Firearms are such an important part of American culture and life that the right to keep and bear arms was enshrined in our Constitution immediately after freedom of speech. However, firearms also have a high potential to cause harm to other people and have significant rules and regulations as to their use. When crimes are committed using firearms, the punishment for that crime are often far, far more severe than the underlying offense would be without the use of a gun.

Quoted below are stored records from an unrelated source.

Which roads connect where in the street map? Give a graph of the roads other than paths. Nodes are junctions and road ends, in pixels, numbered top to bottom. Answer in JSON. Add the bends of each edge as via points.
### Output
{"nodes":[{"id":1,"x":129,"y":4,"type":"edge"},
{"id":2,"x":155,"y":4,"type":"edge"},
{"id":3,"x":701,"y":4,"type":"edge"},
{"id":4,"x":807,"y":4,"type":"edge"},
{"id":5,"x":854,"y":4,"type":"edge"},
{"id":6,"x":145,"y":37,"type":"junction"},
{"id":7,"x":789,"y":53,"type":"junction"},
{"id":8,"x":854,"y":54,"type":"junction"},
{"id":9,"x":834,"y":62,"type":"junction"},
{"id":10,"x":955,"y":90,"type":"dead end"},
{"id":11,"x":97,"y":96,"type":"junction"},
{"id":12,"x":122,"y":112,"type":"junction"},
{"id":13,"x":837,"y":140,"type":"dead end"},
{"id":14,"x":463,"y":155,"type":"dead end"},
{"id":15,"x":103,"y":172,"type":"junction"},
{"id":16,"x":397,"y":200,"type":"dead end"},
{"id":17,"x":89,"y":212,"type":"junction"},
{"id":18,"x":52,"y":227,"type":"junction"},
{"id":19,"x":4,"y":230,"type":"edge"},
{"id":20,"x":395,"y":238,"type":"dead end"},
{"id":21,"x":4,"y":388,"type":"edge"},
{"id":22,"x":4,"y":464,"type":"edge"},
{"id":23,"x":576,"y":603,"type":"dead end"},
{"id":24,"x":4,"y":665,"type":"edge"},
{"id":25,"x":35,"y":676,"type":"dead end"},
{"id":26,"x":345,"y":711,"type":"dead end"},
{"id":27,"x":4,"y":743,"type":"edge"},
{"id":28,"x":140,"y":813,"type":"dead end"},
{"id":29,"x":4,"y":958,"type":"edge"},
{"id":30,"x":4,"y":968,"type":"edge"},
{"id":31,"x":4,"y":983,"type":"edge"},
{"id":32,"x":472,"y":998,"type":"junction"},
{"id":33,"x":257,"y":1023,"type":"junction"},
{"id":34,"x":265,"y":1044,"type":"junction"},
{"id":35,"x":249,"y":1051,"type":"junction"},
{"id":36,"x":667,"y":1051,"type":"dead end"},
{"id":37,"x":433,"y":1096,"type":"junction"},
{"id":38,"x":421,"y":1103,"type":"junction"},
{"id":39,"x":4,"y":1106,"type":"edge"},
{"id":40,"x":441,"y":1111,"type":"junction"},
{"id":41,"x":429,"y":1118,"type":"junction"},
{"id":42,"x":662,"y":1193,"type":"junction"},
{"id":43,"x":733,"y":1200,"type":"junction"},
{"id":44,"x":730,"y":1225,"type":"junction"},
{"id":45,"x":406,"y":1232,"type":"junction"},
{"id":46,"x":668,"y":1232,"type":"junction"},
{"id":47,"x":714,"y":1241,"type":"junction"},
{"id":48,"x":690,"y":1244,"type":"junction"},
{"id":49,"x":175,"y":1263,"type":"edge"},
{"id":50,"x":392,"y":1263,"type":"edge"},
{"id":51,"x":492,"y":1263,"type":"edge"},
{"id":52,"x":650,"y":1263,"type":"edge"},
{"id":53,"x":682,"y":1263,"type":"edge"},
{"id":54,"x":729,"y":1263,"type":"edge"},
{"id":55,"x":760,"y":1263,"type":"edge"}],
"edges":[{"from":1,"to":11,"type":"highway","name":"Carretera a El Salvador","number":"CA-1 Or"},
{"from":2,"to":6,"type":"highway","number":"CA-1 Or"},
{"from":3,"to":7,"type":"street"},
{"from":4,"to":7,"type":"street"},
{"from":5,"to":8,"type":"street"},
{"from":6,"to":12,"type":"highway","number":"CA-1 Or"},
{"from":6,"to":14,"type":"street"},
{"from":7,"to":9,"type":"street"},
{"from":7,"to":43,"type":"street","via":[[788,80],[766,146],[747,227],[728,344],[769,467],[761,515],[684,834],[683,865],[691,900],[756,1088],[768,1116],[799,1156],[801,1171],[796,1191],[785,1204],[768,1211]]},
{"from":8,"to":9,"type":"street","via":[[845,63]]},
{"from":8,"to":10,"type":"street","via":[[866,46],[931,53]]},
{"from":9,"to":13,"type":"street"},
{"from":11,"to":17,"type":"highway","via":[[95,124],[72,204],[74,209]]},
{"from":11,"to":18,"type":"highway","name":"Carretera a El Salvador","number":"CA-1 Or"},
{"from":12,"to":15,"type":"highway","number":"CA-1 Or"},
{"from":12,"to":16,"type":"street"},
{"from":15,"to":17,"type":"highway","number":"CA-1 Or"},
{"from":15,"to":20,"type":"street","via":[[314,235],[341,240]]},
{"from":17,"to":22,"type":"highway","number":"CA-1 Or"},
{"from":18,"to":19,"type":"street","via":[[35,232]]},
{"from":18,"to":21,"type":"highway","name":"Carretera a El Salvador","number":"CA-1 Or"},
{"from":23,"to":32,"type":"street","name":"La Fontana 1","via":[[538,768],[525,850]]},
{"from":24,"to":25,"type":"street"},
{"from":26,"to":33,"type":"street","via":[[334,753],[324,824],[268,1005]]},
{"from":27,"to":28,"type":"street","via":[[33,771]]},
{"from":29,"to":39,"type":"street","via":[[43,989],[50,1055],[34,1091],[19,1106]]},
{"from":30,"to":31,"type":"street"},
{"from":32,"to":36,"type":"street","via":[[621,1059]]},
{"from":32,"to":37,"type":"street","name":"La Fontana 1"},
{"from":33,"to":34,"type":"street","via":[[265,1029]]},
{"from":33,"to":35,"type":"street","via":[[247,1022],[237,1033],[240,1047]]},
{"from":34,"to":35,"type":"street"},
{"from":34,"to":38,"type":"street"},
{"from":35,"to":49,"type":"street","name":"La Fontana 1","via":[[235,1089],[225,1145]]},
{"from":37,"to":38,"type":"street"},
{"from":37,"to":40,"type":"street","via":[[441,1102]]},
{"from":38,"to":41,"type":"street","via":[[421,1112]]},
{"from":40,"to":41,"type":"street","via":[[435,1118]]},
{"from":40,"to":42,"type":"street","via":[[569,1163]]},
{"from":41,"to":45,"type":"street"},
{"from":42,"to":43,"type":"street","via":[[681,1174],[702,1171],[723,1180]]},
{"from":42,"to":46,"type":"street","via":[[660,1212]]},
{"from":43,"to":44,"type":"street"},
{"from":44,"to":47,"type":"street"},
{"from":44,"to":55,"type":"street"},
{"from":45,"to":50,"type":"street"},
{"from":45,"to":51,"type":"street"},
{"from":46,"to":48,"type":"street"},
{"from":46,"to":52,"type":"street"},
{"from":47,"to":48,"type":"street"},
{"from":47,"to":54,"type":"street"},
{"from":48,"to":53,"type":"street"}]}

A common way for usually law abiding citizens who exercise their constitutional right to buy a firearm to find themselves running afoul of the criminal justice system is making a mistake in the process of buying a firearm. When buying a firearm, a background check is required. In connection with that background check, a questionnaire is required to be filled out. If you supply false information on this application form, you can be charged with a felony of the third degree! One of the questions on this application form is whether you are a “person not to possess” firearms, and many people who fit this requirement may not be aware of it.
Section 6105 of the crimes code outlines individuals who are not permitted to use, manufacture, control, sell or transfer firearms. Section 6105(b) has an extensive list of felonies the conviction of which, exclude the person from being able to have a gun. Should one of these people who are not permitted to possess a firearm are to be found with one, they’ll be facing another felony offense themselves.
Crimes in which a firearm is used or possessed are also subject to a Deadly Weapon enhancement matrix to be applied at sentencing. One important thing to note about the deadly weapon sentencing matrices is that probation is never a standard range sentence no matter the severity of the offense! Having a deadly weapon enhancement applied to your case will subject you to a minimum of 3 months in prison for an offender even if you have no prior record and the offense has a low offense gravity score . Many cases in which a deadly weapon enhancement is applied will have the defendant facing statutory maximum charges for their case.
Additionally, many cases involving firearms include harsh mandatory minimum sentences that are well outside a usual standard range sentence. While some of these have been struck down in recent Pennsylvania Supreme Court decisions, others still persist. A violation of Section 6105 will still require a mandatory minimum sentence, and other firearms offenses do as well.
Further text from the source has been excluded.